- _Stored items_
※ ※ ※
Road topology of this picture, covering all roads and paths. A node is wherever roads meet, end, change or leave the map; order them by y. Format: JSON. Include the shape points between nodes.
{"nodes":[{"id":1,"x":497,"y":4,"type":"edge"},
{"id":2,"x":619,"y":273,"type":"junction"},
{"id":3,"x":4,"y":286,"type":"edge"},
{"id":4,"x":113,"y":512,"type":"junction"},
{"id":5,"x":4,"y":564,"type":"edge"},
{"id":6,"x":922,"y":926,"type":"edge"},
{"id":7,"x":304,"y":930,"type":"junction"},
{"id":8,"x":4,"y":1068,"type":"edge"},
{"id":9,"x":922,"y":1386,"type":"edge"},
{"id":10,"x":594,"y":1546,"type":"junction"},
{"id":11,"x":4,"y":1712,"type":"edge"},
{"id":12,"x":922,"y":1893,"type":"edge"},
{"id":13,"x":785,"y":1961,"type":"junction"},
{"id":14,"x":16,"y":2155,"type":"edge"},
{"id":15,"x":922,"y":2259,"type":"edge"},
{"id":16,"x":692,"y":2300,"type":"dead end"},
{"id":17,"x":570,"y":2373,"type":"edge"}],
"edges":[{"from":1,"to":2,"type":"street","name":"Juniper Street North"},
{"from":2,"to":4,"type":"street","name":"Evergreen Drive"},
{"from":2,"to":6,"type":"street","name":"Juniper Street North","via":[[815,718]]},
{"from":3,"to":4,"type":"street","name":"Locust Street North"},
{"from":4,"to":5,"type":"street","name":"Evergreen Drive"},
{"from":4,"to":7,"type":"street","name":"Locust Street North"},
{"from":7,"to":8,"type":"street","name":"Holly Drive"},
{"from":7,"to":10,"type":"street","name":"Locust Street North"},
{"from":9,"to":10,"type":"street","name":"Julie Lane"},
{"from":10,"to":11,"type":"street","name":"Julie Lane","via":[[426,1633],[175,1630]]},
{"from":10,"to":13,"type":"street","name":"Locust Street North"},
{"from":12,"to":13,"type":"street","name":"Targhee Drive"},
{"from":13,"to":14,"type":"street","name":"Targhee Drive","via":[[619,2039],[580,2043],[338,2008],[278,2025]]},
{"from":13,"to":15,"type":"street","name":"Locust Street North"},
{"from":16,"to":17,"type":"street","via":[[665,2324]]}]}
※ ※ ※
- _WHAT YOU SHOULD DO_
Write the data from above out again, exactly.

- _SOLUTION FOR THIS PROBLEM_
Road topology of this picture, covering all roads and paths. A node is wherever roads meet, end, change or leave the map; order them by y. Format: JSON. Include the shape points between nodes.
{"nodes":[{"id":1,"x":497,"y":4,"type":"edge"},
{"id":2,"x":619,"y":273,"type":"junction"},
{"id":3,"x":4,"y":286,"type":"edge"},
{"id":4,"x":113,"y":512,"type":"junction"},
{"id":5,"x":4,"y":564,"type":"edge"},
{"id":6,"x":922,"y":926,"type":"edge"},
{"id":7,"x":304,"y":930,"type":"junction"},
{"id":8,"x":4,"y":1068,"type":"edge"},
{"id":9,"x":922,"y":1386,"type":"edge"},
{"id":10,"x":594,"y":1546,"type":"junction"},
{"id":11,"x":4,"y":1712,"type":"edge"},
{"id":12,"x":922,"y":1893,"type":"edge"},
{"id":13,"x":785,"y":1961,"type":"junction"},
{"id":14,"x":16,"y":2155,"type":"edge"},
{"id":15,"x":922,"y":2259,"type":"edge"},
{"id":16,"x":692,"y":2300,"type":"dead end"},
{"id":17,"x":570,"y":2373,"type":"edge"}],
"edges":[{"from":1,"to":2,"type":"street","name":"Juniper Street North"},
{"from":2,"to":4,"type":"street","name":"Evergreen Drive"},
{"from":2,"to":6,"type":"street","name":"Juniper Street North","via":[[815,718]]},
{"from":3,"to":4,"type":"street","name":"Locust Street North"},
{"from":4,"to":5,"type":"street","name":"Evergreen Drive"},
{"from":4,"to":7,"type":"street","name":"Locust Street North"},
{"from":7,"to":8,"type":"street","name":"Holly Drive"},
{"from":7,"to":10,"type":"street","name":"Locust Street North"},
{"from":9,"to":10,"type":"street","name":"Julie Lane"},
{"from":10,"to":11,"type":"street","name":"Julie Lane","via":[[426,1633],[175,1630]]},
{"from":10,"to":13,"type":"street","name":"Locust Street North"},
{"from":12,"to":13,"type":"street","name":"Targhee Drive"},
{"from":13,"to":14,"type":"street","name":"Targhee Drive","via":[[619,2039],[580,2043],[338,2008],[278,2025]]},
{"from":13,"to":15,"type":"street","name":"Locust Street North"},
{"from":16,"to":17,"type":"street","via":[[665,2324]]}]}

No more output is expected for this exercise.